I have made all the arrangements with the funeral directors by phone and email (I did have to post the cremation forms, but as of Wednesday they can accept scans/photos).
I decided to do an unattended cremation for dad as two of us just standing in the crematorium seemed worse than not going at all. We'll do a service while scattering his ashes later, and make the celebration of his life. It is all very surreal though.

My bigger problem is getting his will from the solicitors as that seems to need a face to face meeting, and I'm not quite sure how to manage it. But thats next week.

Al1Langdownthecleghole · 04/04/2020 15:51

Thanks to everyone for taking the time to post here, and heartfelt condolences to anyone in this sad situation. Thanks

DM has sadly died since I started this thread and I have begun to make arrangements for her. We are going to have a direct cremation and a memorial service for friends and family, many of whom are elderly themselves, later on.

As others have said, a lot of the arrangements have moved online, and I have to say. I personally found this easier than having to speak to people face to face.

As a family we have been posting photo memories online, and although this is about as far from anything DM imagined as it is possible to get, I have found it comforting, and have enjoyed the memories of better times.

There are many challenges yet to face, I don't know when I will be able to collect her belongings from her residential home and say a proper thank you to the staff who cared for her, but for now, we can hold her in our hearts.

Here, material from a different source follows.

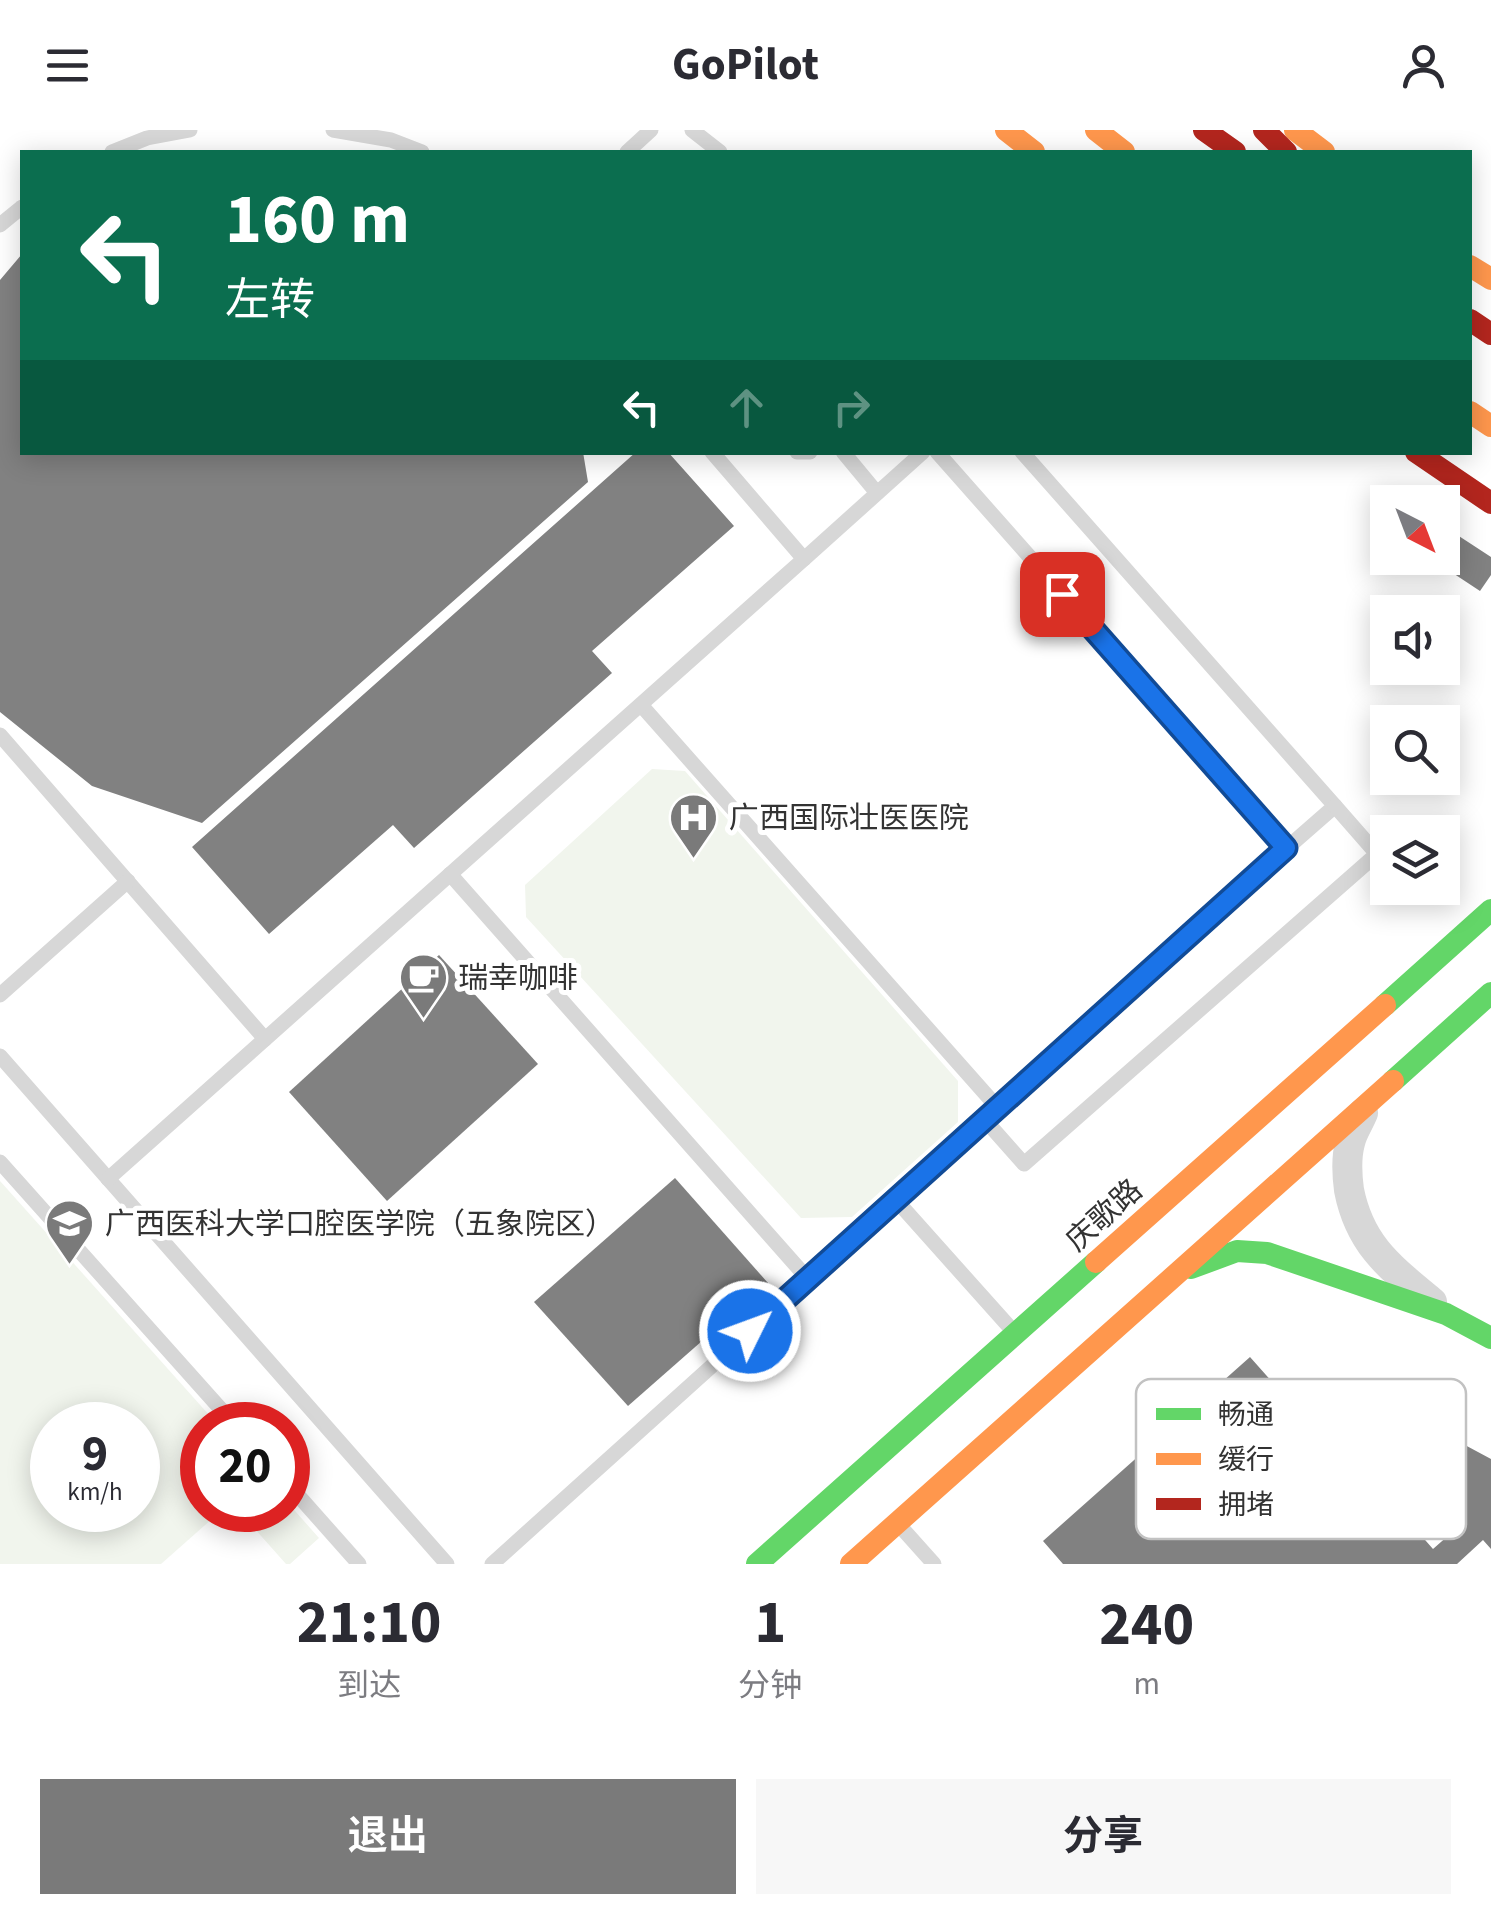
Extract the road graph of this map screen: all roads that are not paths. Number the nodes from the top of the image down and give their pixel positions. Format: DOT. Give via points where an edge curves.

Thank you again for the support and unmunsnetty and unlockdowny hugs to you all.

OP posts:
LittleCabbage · 04/04/2020 16:06

I'm so sorry that you have lost your DM, and that you can't give her the send-off you would wish for her. What a difficult situation. I hope you manage to arrange things in a way that allows you peace. Best wishes Flowers

Al1Langdownthecleghole · 04/04/2020 16:09

Thank You Littlecabbage

OP posts:
I0NA · 04/04/2020 16:15

I’m sorry for your loss.

CMOTDibbler · 04/04/2020 17:30

I'm so sorry to hear that your mum has passed, and I wholeheartedly agree about the photo memories of happier times Flowers

Paddingtonthebear · 04/04/2020 17:36

So sorry for your loss.

My friend died recently and the funeral was held last week. Only close family, under 10 people were able to attend. His family at a later date hope to have the service and wake he had planned. It’s so sad to have your life cut short and then to be robbed of the chance to even have the goodbye you wanted. Sad

FurryAndFluffy · 04/04/2020 17:49

I’m so sorry about your loss. I think a lot of people will end up having direct cremations. I’m glad you are finding other ways to come together with your family.